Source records
▬▬▬▬▬▬▬▬▬▬

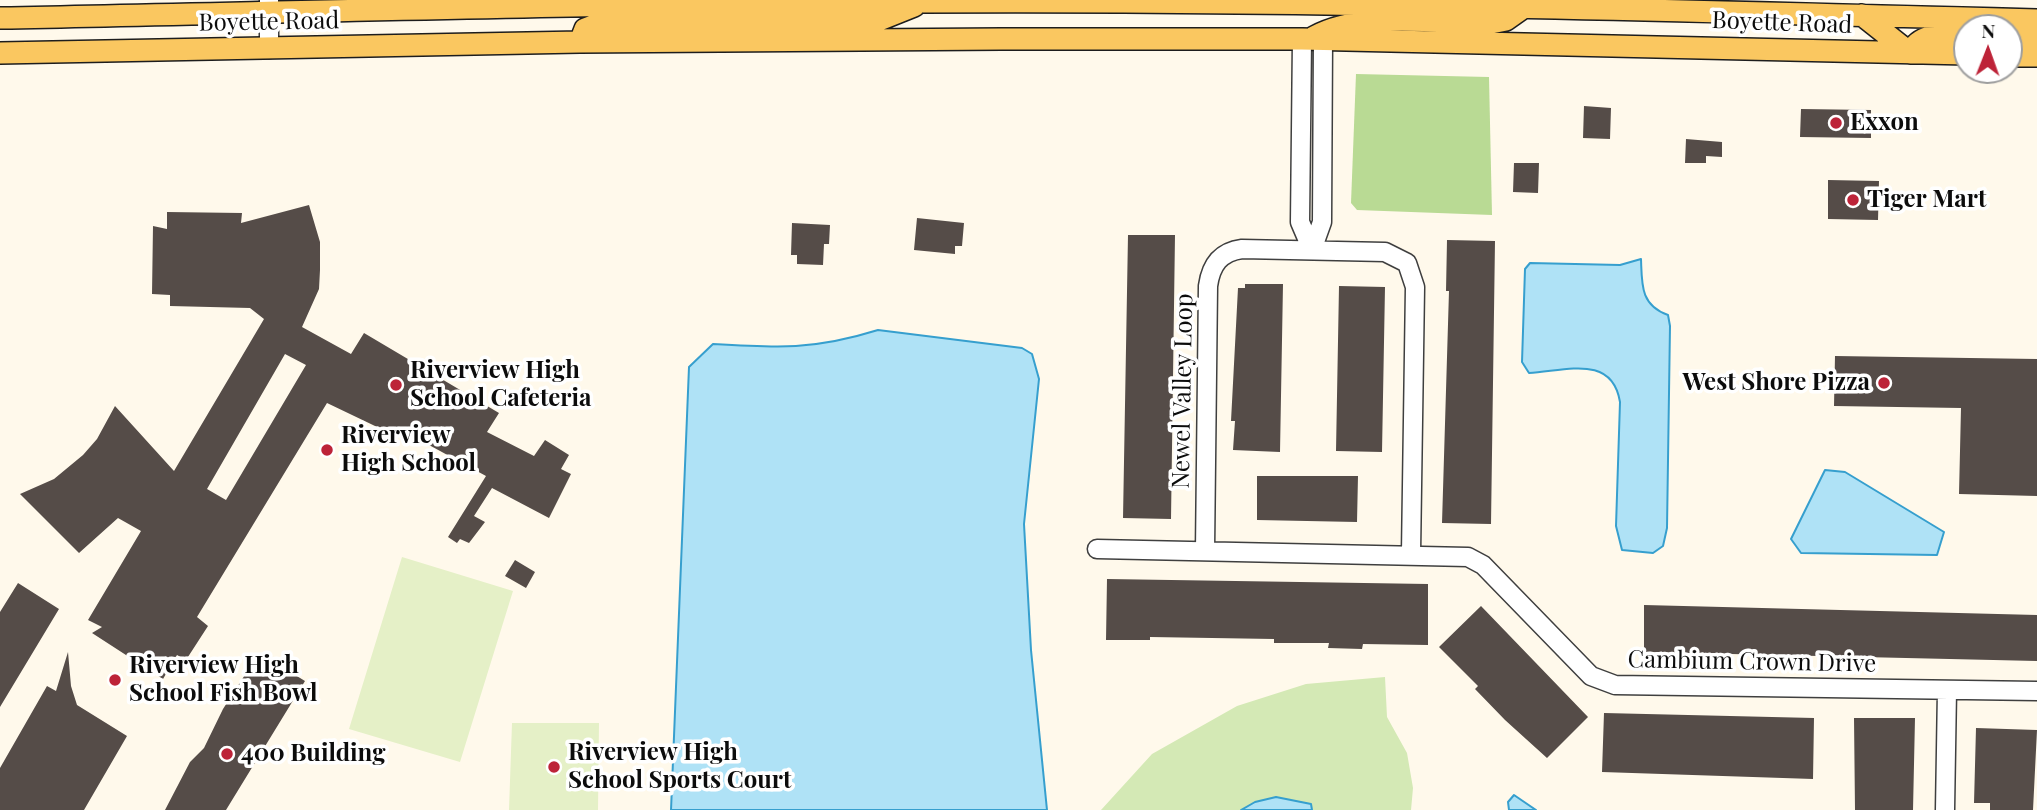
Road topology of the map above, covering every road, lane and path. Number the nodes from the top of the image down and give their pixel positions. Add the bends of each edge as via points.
1 (921, 2) edge
2 (269, 6) edge
3 (1524, 7) junction
4 (1861, 15) junction
5 (0, 18) edge
6 (2037, 20) edge
7 (1953, 36) edge
8 (1311, 40) junction
9 (580, 42) junction
10 (268, 49) junction
11 (0, 53) edge
12 (1910, 53) junction
13 (1953, 54) edge
14 (1312, 250) junction
15 (1097, 549) dead end
16 (1205, 550) junction
17 (1411, 553) junction
18 (1947, 690) junction
19 (2037, 691) edge
20 (1945, 810) edge

1 - 2 main road, Boyette Road
1 - 3 main road, Boyette Road
1 - 9 main road via 904,12 861,22 598,24 585,29
2 - 5 main road, Boyette Road
2 - 10 street
3 - 4 main road, Boyette Road
3 - 8 main road via 1506,20 1490,23 1372,22 1338,26
4 - 6 main road, Boyette Road
4 - 12 main road
7 - 12 main road via 1926,37 1917,41
8 - 9 main road, Boyette Road
8 - 12 main road, Boyette Road
8 - 14 street via 1322,222
9 - 10 main road, Boyette Road
10 - 11 main road, Boyette Road
12 - 13 main road, Boyette Road
14 - 16 street, Newel Valley Loop via 1232,251 1222,255 1210,274
14 - 17 street, Newel Valley Loop via 1385,252 1407,263 1413,274
15 - 16 street, Cambium Crown Drive
16 - 17 street, Cambium Crown Drive
17 - 18 street, Cambium Crown Drive via 1476,560 1591,676 1606,683
18 - 19 street, Cambium Crown Drive
18 - 20 street

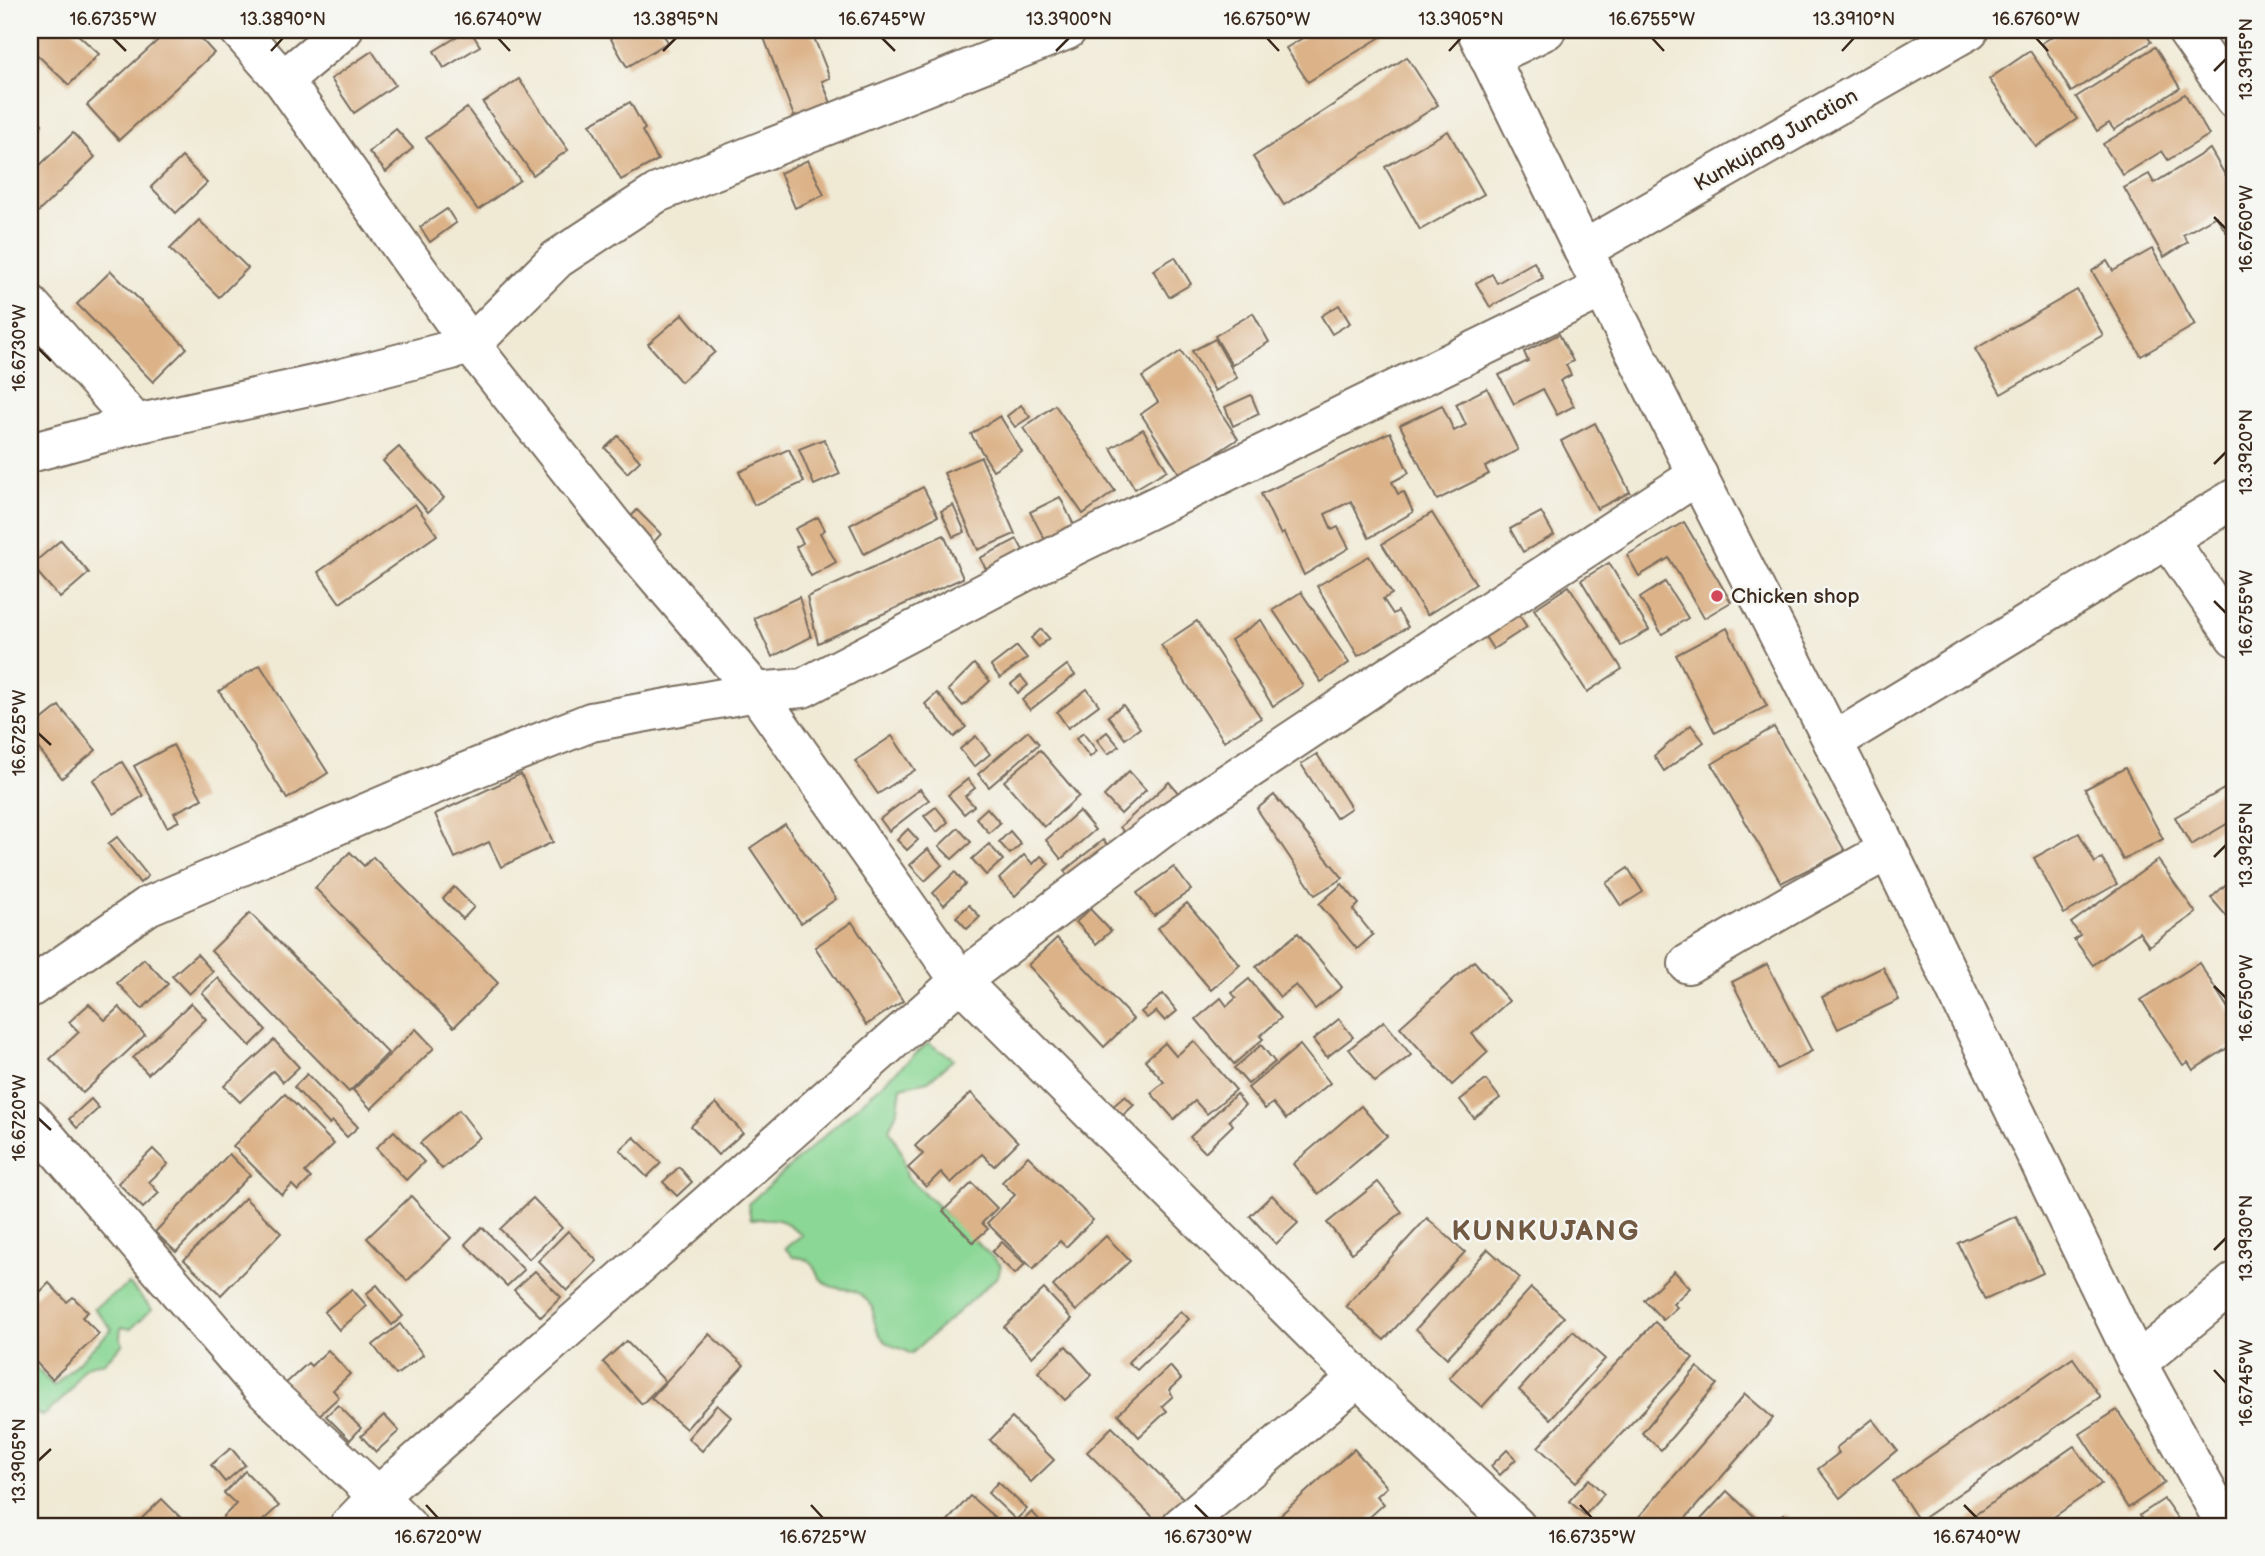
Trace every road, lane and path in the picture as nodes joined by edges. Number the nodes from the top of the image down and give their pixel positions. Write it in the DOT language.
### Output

▬▬▬▬▬▬▬▬▬▬

TASK
Output, exactly and with no other text, the line that contains "Trace every road, lane" and all lines from there to the end of the records.

ANSWER FOR THIS EXERCISE
Trace every road, lane and path in the picture as nodes joined by edges. Number the nodes from the top of the image down and give their pixel positions. Write it in the DOT language.
### Output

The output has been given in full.